I don't quite know what you mean by this. Can you elaborate?

This is my hope too. The technical question is if we can locally opt in to hygiene for types (for example).

Concretely, I would like a macro defined today as macro_rules! foo {...} to work tomorrow as macro! foo {...} without modification if there was no abuse of hygiene, and with only fixes addressing hygiene if there was. However, I'm not sure if we can apply hygiene locally like this, i.e., only to macro! expansions but not macro_rules! ones. I hope it is possible.

I mean that we treat macro_rules like a syntax extension and that make our syntax extension code a little bit more ugly. But, we don't benefit greatly from it - it is not implemented as a syntax extension, it is built in to the compiler. I'm not sure this is a big thing tbh, just a thought that we might be able to improve here, though I doubt it will have very much impact.

There will need to be a bit more back-and forth than just TT in, TT out - the plugin will need access to the interner and attribute usage marker in some way, for example. It would probably be possible to work the whole thing out over some IPC layer though, which could potentially even let the plugins not have to be dlopened which has always been a bit of a sketchy proposition.

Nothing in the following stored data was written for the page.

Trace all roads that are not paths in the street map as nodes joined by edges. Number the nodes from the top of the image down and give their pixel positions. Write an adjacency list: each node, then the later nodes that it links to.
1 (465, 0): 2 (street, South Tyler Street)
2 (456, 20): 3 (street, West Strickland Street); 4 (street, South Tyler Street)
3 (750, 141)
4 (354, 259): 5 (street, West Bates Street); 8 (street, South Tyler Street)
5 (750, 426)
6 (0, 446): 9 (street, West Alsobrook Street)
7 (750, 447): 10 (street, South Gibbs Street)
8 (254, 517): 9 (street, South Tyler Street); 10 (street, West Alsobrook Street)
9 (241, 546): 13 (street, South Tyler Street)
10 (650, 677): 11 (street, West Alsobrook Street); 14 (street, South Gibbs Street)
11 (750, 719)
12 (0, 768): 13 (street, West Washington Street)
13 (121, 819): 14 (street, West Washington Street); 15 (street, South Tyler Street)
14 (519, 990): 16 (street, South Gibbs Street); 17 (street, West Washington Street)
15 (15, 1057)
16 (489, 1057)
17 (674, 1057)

I'd really like to get a handle on just what set of operations are required. My personal rough preference at this juncture is something like:

  • a base API where plugins get TT in, TT out
  • some additional side APIs for things like interners, but I don't know what this set is
  • yes, I prefer IPC to dlopen, for a variety of reasons
    • plugin crashes don't break the compiler
    • security
    • sidestep ABI issues, LD_LIBRARY_PATH questions, etc
    • probably a few more

Eventually, I would want to add the optional ability to send/receive ASTs. This is both for convenience and performance. My thought though is that this would come after the initial release. Instead, we would begin with a nursery library for parsing/serializing TT <-> AST. This way we can prototype the AST and parser and experiment with it, I think it has lots of interesting demands that the current AST and parser do not satisfy:

  • extensibility: it'd be nice to be able to add a keyword, like yield, but otherwise parse Rust grammar unchanged. There is some research in this area that is worth looking into, e.g. I've had good experiences using Polyglot extensible compiler framework, which has a lot of novel ideas in this direction. I'm sure there's more.
  • including more information: I think syntax extensions will want easy access to everything in the source, probably including even comments.
  • ease of grafting and copying around etc: we should make the API a joy to use. I know there are some nice builders out there.

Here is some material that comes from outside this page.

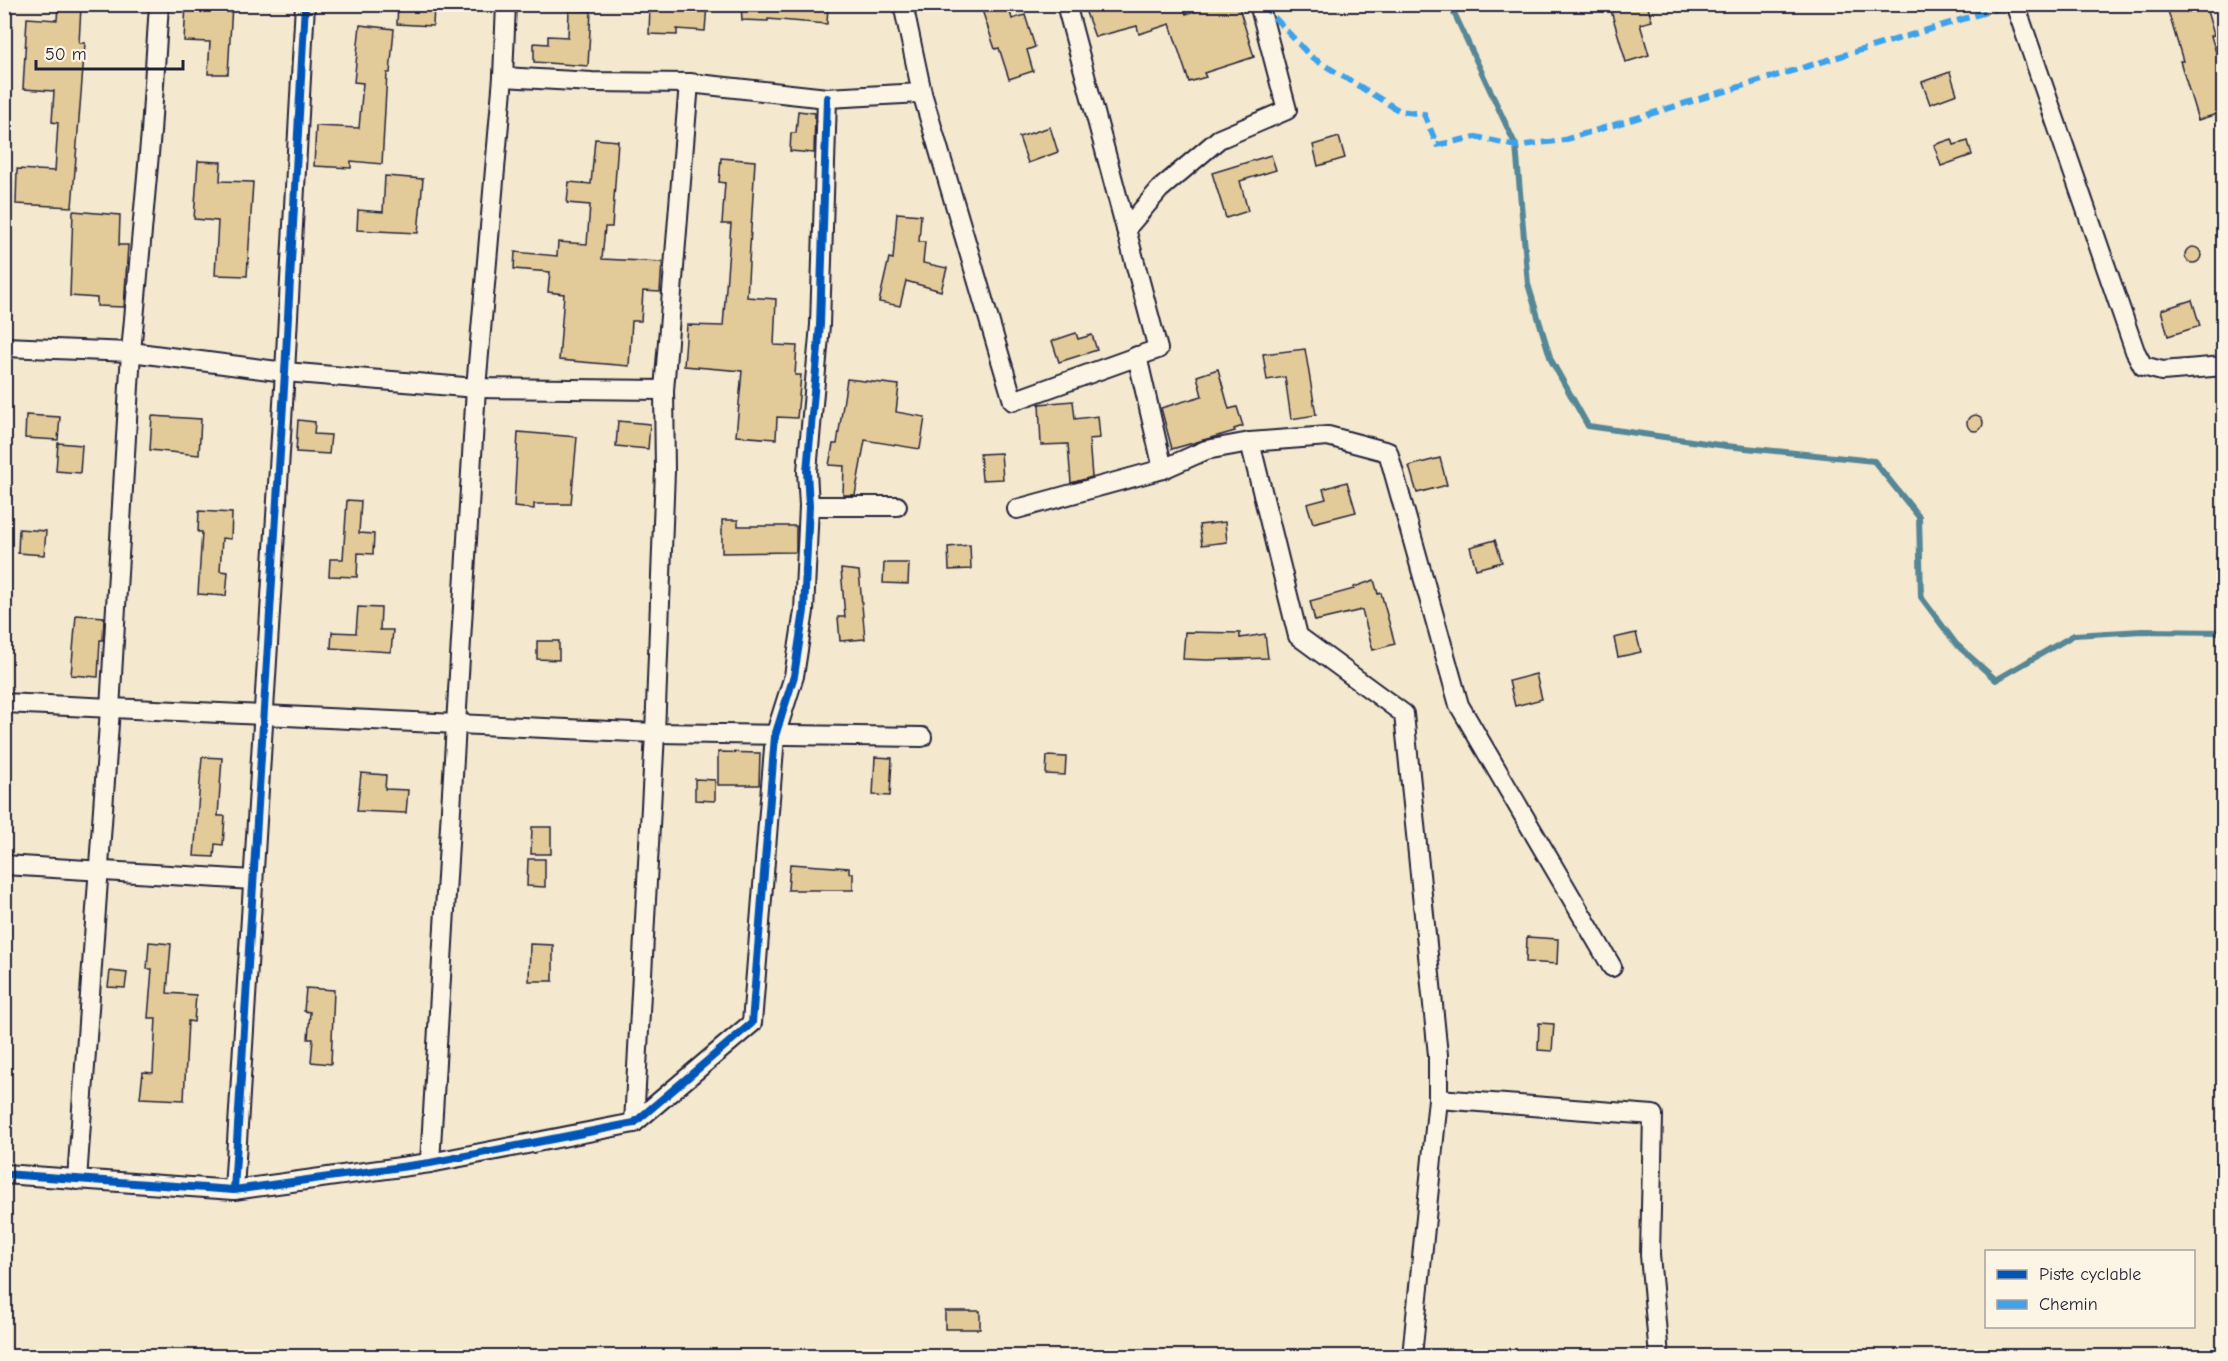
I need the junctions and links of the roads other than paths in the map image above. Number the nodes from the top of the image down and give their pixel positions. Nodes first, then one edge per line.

In fact, even just TT <-> TT interfaces raise some questions. I am not sure that the tokens we use should be the same tokens that Rust uses. It might be useful to have a more primitive notion of token. For example, I have often wished for the ability to use symbols that the Rust tokenizer doesn't recognize in my macros. Plus, I don't want changes to the tokenizer to break syntax extensions, if we can help it. So I'd prefer if our tokens were something pared down. I haven't thought this all the way through, but maybe something like:

  • The delimeters (, [, {, }, ], ), each of which encompasses a delimeted tree
  • String constants
  • Comments
  • Floats
  • Integers
  • Symbols (continuous strings of other characters, like !=, <> or !@#!@#!)
  • Words (identifiers + keywords + reserved-words etc)

(These tokens would then be "re-tokenized" to get the Rust tokens.) Anyway, I'm not sure if that's the right breakdown (I haven't, for example, gone to look at the list of Rust tokens to see what I'm overlooking), and maybe this concern is just overblown. But it's something to think about.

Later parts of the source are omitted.